顔は厳ついし老人だろうに背筋はピンとしているし、声もハッキリしている。
「誰?」
「お父様……」
「父上!?」
あー似ているような……?似てないわ
「華夜」
お父様が厳しい声で娘の名を呼んだ。
「分かっています。……でも」
「お前の血が必要なのだ。お前の母と同じ、異人の血が」
異人の血?……宇宙人??いやでも違う、そうかもしかして
「華夜様のお母さんってもしかして……」
「漆黒の毒婦だ」
やっぱり---
「大姫をどうするつもりでござる!!」
「知れたこと、あれを生まれ故郷に戻してやるのよ」
生まれ故郷・・もしかしてアタシのいた世界?
「アレの母はワシの前を去る前にこういった『もし自分がこの世界に必要となったとき、自分の子を使え』といった。あれの娘は華夜だ」
「私が母様の世界へ行き、母様をお向かいにあがればよろしいのですね」
「そうだ」
「ちょっと待って!どうして異界の人が欲しいの?」
「何故って?決まっているだろう。今この世界は腐っている。

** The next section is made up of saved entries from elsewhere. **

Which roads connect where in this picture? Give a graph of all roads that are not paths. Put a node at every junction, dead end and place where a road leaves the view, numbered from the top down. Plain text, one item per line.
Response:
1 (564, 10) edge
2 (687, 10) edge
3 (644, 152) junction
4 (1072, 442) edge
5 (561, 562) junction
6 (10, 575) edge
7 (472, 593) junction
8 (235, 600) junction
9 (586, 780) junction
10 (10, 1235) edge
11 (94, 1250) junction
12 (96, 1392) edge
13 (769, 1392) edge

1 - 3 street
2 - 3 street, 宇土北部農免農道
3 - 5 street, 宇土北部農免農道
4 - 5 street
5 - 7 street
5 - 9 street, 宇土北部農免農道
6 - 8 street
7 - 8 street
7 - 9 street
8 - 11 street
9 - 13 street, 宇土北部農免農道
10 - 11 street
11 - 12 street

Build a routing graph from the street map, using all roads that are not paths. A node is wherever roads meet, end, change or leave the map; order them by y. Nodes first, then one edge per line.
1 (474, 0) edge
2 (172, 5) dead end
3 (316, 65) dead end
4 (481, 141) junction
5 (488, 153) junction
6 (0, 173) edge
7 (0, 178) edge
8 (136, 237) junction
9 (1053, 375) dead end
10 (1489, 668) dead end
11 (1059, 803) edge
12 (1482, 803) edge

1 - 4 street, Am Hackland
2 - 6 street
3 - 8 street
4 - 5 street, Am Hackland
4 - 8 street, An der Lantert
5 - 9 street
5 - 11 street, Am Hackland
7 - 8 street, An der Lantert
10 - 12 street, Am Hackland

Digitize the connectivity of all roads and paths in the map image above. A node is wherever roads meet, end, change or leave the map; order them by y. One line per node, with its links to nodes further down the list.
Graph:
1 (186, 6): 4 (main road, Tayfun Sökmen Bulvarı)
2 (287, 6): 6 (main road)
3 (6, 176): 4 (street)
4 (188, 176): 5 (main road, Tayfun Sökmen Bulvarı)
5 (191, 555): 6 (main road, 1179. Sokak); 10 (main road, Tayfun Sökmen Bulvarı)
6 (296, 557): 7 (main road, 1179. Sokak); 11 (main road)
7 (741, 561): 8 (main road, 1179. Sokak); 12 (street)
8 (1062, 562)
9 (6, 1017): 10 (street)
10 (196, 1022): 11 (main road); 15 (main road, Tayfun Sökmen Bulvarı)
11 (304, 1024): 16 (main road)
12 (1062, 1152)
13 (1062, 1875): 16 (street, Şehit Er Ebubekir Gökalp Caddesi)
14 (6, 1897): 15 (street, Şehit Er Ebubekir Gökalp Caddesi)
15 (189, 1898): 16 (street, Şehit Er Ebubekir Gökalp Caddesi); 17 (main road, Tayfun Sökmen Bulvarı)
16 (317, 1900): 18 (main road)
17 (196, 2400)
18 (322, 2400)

分かるだろう?戦争ばかりだ、神すら何もしない、あれはあれの世界ではこの世のモノなど匹敵した武器などいくらでもアルといった」
たしかに弓矢やツルギに比べれば戦車や大砲などあるけれど
「だからって、異世界から武器を取り寄せてどうするつもりなの?」
「決まっている、この世の全てを破壊し、殲滅しつくし、新たな世界を造るのだ!」
「ふざけるな!!」
あ
周りの兵士が剣をユイに向けられたが、ユイはもう言いたいことを言おうと決めた。
「神様だって、諦めたわけじゃないんだ!望んでいたんだよ」
「なにをだ」
「平和だよ」
老人は鼻で笑った。
「神が平和を・・?ならば今のこの状況はなんだ!!」
ぐい
「きゃあ!?」
襟首をつかまれもちあげられた。
「ならば突如として現れたあの化け物は何だったんだ!あれが平和を望む神がもたらした恩恵か!?」
「そんなわけない、あれは戦争で生まれた人々の憎しみが鍵となったんだよ!!」
「貴様にそんなことが分かるはずが無い!」
「分かるよ!」
「なんだと!なぜわかるというんだ」
「見て分からないの!?アタシが漆黒の毒婦だからだよ!!」
黒い髪が目に入らぬか!
「ならばちょうどいい、貴様の魂を神に捧げ、神に力でも与えてやるんだな」
「え?」
老人の腰にぶら下がっていた斧が頭上に・・
うわ
「きゃあああああ!?」
「やめろぉ!」
自由太が老人に体当たりした。
「おぉ!?いつの間にでござるか」
「何事でございますか!」
「うわ、御前でござる」
御前?
「きゃあ!?汚らわしい下民め!下がりなさい。誰かー曲者よー」
あ、やっぱり古風
「ち」
兵士が現れ、華夜のお父様達は去っていった。
そして御前は自由太をみると「駿一郎殿!?」と叫んだ。あら、一発でばれた。
「おいたわしや駿一郎様何故このような姿に……」
きっっ
「げ」
睨みつけるのはあたしのほう、そうですよねーどう見てもこの状況、アタシが不利ですよねー
「そのものを捕らえよ」
あぁそうなりますよねー
たまに真面目なこと言うと、次の時には不幸が倍増しなのは……気のせいかな?